Даша стала обносить всех квасом и морсом.
– Мне хочется выпить за стиль жизни Телепнёвых, – произнесла Таис. – Обычно пьют за уют дома, за гостеприимство, за радушие, за сер-деч-ность, не люблю это слово, но я хочу выпить за ваш стиль жизни, дорогие Телепнёвы. Мы с Ваней никому никогда не завидовали и, надеюсь, не будем. Но ваш стиль, ваши отношения между собой, ваше пространство дома, космос, который вы создали, ваша L-гармония вызывают у меня зависть. Лёгкую, конечно, лёгкую! Тяжёлая зависть – не для меня, я человек чудовищно счастливый. Я вам завидую, дорогие Петя, Вера и Глеб. Вы живёте стильно. Это дико звучит, но это правда! Стиль – это не модные наряды и интерьеры, не пафос, не blue lodge и не высокомерие. Хотя, конечно, milkscripter – это модная профессия, ничего не скажешь. Оба Петра, Ваня и Ролан – парни модной, хорошо оплачиваемой профессии. Но – стиль! Какой у вас гармоничный и красивый стиль! Я пью не за вас, а за ваш космос!

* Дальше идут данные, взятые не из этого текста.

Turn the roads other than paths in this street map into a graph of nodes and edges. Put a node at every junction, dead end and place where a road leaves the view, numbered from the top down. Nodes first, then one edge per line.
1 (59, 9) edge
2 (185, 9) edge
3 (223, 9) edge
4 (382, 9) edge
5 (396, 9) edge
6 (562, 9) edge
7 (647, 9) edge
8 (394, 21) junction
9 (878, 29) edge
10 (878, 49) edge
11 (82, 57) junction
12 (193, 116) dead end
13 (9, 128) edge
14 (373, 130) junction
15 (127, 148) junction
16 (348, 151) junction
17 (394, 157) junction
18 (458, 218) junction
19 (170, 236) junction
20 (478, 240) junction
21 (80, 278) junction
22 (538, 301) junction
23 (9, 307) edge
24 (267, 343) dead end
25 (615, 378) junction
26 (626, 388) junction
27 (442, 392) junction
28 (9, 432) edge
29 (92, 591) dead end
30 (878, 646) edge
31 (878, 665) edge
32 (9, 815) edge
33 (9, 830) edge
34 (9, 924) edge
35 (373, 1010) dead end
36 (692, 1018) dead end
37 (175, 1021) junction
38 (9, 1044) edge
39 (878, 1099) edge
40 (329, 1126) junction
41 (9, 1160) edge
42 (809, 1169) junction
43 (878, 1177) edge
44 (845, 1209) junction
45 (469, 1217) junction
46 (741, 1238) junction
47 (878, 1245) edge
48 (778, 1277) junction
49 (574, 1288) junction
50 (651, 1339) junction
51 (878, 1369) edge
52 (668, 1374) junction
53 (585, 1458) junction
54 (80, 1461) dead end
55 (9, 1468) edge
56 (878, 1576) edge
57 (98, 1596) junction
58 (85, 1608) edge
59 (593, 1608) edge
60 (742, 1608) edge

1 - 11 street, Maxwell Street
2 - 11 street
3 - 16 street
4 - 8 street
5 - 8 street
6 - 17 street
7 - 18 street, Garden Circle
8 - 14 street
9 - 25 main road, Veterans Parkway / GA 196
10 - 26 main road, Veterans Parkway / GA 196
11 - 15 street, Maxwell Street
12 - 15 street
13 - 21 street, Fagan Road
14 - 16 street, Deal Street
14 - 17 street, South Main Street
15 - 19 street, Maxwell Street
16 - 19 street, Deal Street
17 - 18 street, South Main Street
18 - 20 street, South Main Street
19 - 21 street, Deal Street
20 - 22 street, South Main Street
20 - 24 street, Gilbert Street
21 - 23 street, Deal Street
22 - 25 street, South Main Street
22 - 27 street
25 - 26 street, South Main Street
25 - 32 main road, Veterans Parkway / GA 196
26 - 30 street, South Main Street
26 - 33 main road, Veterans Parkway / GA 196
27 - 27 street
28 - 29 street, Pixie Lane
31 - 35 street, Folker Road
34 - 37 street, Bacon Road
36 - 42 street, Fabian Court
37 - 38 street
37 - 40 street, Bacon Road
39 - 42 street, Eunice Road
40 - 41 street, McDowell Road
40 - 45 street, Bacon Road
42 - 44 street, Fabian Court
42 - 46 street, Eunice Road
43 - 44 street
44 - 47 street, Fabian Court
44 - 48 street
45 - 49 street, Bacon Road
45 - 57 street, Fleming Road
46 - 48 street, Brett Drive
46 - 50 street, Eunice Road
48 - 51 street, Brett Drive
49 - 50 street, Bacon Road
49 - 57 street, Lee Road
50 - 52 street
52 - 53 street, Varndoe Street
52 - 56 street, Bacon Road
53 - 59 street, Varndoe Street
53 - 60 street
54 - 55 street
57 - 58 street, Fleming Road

Она подняла бокал с морсом.
– Прекрасно сказано, Таис! За стиль! За космос Телепнёвых!
С Таис стали чокаться.
– Мы всегда готовы поделиться нашим космосом! – улыбалась Вера.
– Наши галактики распахнуты! – рокотал Телепнёв.
– Ваши галактики – наши галактики!
– И планеты!
– И планеты!
Гости приступили к трапезе. Даша наполняла бокалы.
– Хочу поделиться одной историей, совсем свеженькой, – с аппетитом жуя, заговорил Протопопов. – Её парадоксальность компенсирует её свежесть, и наоборот. И наоборот! Вы знаете, что на смену фронтовой прозе, царствие которой довольно-таки, мягко сказать, прямо скажем… ну… э-ээ… под затянулось, да? пришло наконец время прозы постфронтовой, или, как её уже окрестили некоторые продвинутые умники, milklit’a, прозы голодных тыловиков.
Некоторые из обедающих хмыкнули – кто иронично, кто недовольно.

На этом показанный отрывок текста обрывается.